[racket] Space safety in lazy

Thanks, Matthew.


On Sun, Feb 19, 2012 at 11:50, Matthew Flatt <mflatt at cs.utah.edu> wrote:

> Oops --- I should have tried that program more carefully.
>
> The problem seems to be with `or'. If I change to `if', then the
> example runs as intended:
>
>  (define (has-negative? l)
>   (if (negative? (car l))
>       #t
>       (has-negative? (rest l))))
>
> The `or' from `lazy' effectively adds a `!' around its last argument
> when `or' is applied directly, and it shouldn't do that.

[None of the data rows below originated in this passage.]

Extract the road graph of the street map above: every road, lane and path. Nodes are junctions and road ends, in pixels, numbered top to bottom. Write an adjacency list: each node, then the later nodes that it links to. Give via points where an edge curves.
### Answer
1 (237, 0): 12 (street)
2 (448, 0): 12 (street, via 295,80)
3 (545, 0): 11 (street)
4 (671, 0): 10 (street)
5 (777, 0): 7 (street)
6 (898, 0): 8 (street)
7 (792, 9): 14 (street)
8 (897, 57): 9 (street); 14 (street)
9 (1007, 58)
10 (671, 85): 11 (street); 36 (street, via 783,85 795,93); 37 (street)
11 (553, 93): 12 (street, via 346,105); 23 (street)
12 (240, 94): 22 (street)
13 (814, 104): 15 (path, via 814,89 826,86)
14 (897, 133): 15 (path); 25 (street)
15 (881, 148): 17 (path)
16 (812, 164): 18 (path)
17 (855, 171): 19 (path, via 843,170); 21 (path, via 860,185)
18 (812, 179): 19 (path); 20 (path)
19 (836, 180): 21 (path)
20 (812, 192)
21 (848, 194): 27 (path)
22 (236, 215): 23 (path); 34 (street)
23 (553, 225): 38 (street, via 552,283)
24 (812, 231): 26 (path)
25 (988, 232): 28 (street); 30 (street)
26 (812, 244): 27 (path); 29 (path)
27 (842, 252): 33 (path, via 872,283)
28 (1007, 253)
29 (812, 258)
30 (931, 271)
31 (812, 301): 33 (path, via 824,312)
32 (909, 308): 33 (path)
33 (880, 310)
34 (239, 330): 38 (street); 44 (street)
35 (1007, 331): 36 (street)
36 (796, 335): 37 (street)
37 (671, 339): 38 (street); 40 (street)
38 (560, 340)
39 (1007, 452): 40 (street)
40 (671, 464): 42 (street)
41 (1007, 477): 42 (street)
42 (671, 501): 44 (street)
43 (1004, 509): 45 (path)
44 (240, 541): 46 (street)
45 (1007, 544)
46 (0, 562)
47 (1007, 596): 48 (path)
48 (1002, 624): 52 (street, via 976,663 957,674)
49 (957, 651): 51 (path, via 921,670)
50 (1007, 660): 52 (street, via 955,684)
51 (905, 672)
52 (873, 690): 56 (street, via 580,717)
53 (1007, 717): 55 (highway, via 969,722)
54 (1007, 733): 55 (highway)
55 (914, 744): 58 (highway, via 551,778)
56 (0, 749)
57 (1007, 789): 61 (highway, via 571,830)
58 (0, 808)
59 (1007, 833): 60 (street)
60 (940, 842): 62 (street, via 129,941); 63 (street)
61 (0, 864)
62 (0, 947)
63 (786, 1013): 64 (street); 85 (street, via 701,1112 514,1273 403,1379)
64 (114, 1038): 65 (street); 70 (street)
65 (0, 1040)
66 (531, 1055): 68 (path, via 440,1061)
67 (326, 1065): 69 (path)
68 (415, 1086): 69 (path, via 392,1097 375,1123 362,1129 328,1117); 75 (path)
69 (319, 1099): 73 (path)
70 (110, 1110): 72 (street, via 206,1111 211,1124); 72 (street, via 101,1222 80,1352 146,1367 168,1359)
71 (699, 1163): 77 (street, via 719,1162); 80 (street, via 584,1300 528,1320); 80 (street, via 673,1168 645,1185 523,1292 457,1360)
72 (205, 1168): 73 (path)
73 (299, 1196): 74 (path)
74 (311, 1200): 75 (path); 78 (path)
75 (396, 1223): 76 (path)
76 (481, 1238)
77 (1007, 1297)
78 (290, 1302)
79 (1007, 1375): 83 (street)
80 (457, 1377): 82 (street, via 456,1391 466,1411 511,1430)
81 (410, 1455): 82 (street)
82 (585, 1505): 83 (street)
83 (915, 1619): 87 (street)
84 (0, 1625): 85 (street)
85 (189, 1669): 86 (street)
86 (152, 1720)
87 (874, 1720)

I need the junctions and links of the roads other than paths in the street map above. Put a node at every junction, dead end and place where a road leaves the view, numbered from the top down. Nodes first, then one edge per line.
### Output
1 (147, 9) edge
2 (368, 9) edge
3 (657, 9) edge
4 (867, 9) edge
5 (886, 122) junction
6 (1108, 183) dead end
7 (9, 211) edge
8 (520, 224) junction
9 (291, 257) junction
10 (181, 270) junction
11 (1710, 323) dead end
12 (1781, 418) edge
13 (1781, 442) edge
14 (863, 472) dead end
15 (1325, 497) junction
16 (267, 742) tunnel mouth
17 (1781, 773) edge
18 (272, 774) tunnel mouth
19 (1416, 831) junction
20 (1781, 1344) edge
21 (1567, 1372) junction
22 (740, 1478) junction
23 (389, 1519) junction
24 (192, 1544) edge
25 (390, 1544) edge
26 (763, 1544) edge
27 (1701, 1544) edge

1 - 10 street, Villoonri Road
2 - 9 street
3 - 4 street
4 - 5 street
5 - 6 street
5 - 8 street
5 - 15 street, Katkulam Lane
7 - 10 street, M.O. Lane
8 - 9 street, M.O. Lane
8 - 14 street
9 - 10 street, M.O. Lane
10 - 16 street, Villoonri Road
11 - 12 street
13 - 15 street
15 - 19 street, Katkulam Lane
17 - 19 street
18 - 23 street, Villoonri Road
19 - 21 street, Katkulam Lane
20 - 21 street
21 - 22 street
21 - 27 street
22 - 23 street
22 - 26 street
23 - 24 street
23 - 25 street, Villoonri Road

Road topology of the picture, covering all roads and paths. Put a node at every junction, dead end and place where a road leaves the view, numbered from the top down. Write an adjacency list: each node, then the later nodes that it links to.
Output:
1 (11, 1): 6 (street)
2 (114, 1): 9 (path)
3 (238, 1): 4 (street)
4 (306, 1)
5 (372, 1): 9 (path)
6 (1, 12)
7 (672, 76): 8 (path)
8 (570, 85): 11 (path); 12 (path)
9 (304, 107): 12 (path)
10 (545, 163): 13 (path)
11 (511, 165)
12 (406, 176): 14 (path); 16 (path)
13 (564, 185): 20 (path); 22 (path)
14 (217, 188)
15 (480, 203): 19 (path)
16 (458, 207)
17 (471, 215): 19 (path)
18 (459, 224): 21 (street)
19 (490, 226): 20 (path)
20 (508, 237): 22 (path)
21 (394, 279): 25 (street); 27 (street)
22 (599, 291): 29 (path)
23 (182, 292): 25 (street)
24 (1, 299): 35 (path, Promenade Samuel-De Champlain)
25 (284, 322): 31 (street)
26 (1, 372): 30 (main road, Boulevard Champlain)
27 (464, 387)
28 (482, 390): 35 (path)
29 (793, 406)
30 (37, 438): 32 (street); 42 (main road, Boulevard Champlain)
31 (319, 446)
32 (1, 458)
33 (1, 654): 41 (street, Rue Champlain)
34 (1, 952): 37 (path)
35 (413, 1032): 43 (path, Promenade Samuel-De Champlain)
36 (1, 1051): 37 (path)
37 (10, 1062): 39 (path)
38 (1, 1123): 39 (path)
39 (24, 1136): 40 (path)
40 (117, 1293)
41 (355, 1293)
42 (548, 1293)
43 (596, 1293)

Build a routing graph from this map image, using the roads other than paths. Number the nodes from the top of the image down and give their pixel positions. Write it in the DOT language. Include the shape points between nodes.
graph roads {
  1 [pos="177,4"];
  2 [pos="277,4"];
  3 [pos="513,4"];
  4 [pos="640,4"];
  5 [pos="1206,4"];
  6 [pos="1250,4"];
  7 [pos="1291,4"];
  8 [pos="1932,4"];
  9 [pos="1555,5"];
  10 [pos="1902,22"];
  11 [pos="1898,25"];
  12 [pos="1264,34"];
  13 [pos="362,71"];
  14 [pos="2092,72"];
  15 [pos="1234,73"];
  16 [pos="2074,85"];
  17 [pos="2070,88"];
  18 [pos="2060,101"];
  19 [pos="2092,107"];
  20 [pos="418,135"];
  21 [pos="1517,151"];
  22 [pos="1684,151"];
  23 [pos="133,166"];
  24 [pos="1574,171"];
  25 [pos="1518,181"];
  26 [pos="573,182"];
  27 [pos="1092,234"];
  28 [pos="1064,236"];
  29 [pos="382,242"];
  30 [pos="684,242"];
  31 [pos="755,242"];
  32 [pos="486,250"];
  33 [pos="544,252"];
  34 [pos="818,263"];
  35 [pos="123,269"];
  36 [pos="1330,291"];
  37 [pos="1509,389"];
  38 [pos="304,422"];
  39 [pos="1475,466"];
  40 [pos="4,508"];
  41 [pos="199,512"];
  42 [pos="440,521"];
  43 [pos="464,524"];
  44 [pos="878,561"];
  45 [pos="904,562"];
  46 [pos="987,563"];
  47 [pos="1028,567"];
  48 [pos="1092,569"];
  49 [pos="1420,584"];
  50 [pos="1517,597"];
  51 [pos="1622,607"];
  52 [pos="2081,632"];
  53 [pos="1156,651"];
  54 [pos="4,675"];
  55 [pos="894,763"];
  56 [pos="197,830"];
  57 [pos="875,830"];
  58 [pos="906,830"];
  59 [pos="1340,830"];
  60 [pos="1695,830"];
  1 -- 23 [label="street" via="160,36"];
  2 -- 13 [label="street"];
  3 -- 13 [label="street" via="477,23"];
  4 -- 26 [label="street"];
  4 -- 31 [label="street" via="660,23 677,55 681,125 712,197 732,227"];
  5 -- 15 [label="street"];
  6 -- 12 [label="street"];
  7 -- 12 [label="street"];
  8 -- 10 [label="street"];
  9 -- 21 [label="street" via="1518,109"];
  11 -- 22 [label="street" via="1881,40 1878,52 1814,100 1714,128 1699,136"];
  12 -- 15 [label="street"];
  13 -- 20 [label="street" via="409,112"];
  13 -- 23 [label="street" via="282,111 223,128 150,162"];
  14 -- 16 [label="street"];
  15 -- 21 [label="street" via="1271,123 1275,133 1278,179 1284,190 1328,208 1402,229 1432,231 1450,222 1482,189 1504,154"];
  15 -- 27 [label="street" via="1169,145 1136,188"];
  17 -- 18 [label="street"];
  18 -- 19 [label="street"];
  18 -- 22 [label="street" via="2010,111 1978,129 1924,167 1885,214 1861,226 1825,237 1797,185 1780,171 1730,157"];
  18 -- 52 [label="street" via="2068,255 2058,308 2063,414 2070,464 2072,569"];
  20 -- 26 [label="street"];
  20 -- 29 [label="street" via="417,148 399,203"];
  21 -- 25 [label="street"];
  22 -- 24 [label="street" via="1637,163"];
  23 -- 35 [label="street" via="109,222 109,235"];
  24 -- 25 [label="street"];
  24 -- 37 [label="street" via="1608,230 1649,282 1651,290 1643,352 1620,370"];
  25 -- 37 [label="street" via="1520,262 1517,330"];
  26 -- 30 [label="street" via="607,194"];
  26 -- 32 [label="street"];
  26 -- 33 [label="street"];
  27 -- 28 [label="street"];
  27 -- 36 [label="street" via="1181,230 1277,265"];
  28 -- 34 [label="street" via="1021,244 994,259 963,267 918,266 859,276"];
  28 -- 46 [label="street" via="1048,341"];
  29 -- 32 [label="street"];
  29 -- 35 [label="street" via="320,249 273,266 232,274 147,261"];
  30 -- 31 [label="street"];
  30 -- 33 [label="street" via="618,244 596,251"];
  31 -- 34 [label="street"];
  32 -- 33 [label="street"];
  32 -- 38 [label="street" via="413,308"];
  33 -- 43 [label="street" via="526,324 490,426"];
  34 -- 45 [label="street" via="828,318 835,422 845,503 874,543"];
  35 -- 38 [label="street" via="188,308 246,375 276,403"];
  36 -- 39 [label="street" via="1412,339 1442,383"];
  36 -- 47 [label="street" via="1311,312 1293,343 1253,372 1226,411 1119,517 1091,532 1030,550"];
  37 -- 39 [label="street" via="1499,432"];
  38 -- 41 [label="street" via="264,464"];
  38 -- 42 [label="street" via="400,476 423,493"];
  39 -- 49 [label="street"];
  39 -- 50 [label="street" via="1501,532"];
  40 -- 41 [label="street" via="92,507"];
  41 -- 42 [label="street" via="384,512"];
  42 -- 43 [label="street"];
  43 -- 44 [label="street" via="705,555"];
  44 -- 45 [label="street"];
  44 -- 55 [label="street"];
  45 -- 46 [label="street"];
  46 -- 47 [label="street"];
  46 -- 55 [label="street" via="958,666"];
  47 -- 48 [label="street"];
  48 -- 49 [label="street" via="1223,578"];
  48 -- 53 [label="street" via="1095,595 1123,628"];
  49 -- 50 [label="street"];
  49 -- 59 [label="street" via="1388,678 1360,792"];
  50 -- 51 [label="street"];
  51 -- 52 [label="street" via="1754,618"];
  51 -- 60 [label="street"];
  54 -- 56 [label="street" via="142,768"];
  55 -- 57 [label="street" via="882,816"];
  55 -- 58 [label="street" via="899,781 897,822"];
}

Using `if' instead of `or' works.

But I don't understand when/why the force `!' is introduced or not.
For example, if I add a `set!' above the `if' expression, the program will
run out of memory:

;;;;;;;;;;;;;;;;;;;;;;;;;;;;;;;;;;;;;;;;;;;;;;;;;;;;;;;;;;;;;;;;;;;;;;;;;;;;;;;;;;;;;
#lang lazy

(define (list-from n)
  (cons n (list-from (add1 n))))

(define last-time-ms (current-inexact-milliseconds))

(define (has-negative? l)
  (set! last-time-ms (current-inexact-milliseconds))
  (if (negative? (car l))
      #t
      (has-negative? (rest l))))

(has-negative? (list-from 0))  ;; runs out of memory after a while
;;;;;;;;;;;;;;;;;;;;;;;;;;;;;;;;;;;;;;;;;;;;;;;;;;;;;;;;;;;;;;;;;;;;;;;;;;;;;;;;;;;;;


How to reason about the "laziness" of the program?




> (Another
> repair is to get `or' as a value, since the function form treats its
> last argument correctly.)
>


I didn't understand the above. What does it mean to get `or' as a value?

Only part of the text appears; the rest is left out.